The dance is called Bharatanatyam. Dating back 3,000 years, it’s one of the oldest classical Indian dance forms. It originated in ancient Hindu temples, where women called Devadasis would practice the dance to dedicate themselves to god. The dance made its way from the temple to the stage, and Dorairajan says many women in India learn the dance today.
It’s a classical artform comparable to ballet, and it’s multifaceted, Dorairajan said. There’s intricate footwork, rhythms or beats and the Abhinaya, or expressions used during the dance.
Dorairajan started learning Bharatanatyam at the age of 5 from her mother, who is also a classical Bharatanatyam dancer, while living Chennai, India. Murugesan also started learning when she was 5 years old. Now, she’s 14 and a freshman at Rock Bridge High School. She said dancing helps her get away from the daily stresses of life.
“All the stress I'm feeling at school and everything in my life just sort of goes away when I'm dancing,” Murugesan said. “It's like an outlet for me.”
Dorairajan and Murugeson are supported by the Missouri Traditional Arts Apprenticeship Program. It’s one of the oldest folk arts apprenticeship programs in the United States. It supports master artists and their apprentices with the goal of teaching and promoting traditional arts in Missouri. Every year, the program supports eight duos for six to eight months.
The program isn’t limited to artists born and raised in Missouri. Lisa Higgins, program director of the Missouri Folk Arts program, said she thinks immigrant cultures from around the world enrich the cultural landscape of Missouri.

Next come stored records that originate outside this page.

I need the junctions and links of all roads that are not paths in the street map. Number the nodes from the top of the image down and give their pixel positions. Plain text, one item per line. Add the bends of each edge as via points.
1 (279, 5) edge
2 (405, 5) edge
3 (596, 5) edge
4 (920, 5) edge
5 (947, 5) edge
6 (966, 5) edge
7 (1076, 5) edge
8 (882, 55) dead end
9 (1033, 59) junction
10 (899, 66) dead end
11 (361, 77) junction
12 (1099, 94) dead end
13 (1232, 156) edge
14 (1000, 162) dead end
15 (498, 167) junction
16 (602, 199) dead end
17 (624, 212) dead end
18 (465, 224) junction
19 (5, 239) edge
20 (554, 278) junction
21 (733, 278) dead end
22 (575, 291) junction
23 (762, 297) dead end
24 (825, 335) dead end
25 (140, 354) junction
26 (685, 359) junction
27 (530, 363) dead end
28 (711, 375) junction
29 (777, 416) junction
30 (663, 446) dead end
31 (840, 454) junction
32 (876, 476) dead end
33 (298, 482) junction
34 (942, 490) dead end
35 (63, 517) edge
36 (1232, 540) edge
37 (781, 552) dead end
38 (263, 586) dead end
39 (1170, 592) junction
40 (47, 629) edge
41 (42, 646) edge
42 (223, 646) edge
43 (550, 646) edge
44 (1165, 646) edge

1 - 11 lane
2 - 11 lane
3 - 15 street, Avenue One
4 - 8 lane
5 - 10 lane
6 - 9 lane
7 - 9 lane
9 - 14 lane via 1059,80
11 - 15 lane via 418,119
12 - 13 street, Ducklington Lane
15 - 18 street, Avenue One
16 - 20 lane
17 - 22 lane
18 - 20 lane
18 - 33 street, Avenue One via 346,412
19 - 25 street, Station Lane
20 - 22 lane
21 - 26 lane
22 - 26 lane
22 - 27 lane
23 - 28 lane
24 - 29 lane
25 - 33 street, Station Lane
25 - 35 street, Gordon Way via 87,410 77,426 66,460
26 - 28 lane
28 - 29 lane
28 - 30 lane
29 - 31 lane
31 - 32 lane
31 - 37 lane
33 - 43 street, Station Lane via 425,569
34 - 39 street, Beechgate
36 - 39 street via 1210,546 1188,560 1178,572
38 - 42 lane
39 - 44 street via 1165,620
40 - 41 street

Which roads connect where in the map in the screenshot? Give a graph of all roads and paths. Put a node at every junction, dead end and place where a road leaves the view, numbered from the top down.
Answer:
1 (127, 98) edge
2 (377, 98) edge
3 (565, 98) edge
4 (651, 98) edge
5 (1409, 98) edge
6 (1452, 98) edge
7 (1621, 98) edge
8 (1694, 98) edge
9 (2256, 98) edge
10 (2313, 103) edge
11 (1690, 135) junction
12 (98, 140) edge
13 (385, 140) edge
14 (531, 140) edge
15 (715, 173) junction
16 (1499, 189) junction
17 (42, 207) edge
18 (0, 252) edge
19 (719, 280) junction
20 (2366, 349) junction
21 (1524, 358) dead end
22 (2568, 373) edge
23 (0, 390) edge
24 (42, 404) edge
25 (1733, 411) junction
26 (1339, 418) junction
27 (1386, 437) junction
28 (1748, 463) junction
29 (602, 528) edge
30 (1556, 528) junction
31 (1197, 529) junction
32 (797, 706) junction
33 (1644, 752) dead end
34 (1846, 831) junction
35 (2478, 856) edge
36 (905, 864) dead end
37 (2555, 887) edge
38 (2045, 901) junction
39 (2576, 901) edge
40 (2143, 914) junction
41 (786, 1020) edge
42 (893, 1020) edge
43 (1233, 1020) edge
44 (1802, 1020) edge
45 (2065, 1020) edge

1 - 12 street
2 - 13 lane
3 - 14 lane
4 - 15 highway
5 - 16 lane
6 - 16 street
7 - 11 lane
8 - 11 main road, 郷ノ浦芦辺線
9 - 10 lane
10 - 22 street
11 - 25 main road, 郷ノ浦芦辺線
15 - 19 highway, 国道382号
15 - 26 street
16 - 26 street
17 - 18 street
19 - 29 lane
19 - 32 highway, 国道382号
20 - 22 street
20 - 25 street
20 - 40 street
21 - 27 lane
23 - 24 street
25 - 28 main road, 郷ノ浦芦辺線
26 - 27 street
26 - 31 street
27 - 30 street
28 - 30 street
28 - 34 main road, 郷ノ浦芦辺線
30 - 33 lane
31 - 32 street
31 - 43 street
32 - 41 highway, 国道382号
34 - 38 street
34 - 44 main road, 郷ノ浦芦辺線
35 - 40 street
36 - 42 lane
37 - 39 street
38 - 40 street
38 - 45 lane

“To me, they’re all Missourian. They’re all Missouri traditions,” Higgins said. “I think of it as a sort cultural fabric, and it’s woven with a lot of different threads and colors and that sort of thing and it makes it much more interesting.”
The goal of the mentorship is to eventually give Murugesan the skills and expertise to teach the dance, and carry on this tradition in Missouri.
Folk arts specialist Deb Bailey said the apprentices often have already have intermediate experience in the art.
One challenge young students face, Dorairajan said, is keeping up a regular dance routine alongside everyday life. Murugeson, for example, says she tries to practice once a week on her own, but as a high school student, there’s a lot going on. Murugeson said she has extracurriculars and clubs outside of being a high school student and also plays the viola.
Dorairajan said Bharatanatyam hasn’t had much exposure in Columbia, but they are working on that through performances.
“I have American students and they have been like performing and really enjoying this,” Dorairajan said. “So, I think it's a question of familiarity when people know it's out there, then they are interested.”
Learning the dance’s intricacies takes time. Dorairajan says it takes five to 10 years just to reach a level of beginning expertise in the dance. But even after learning from an early age and performing for a little more than a decade, she says it’s like a drop in a big ocean. There’s always more to learn.
“My mom still learns from her teacher and her teacher who's like 82 years old is still like finding new things about this art form,” Dorairajan said. “So it has no limit. Basically you can just keep on acquiring new skills.”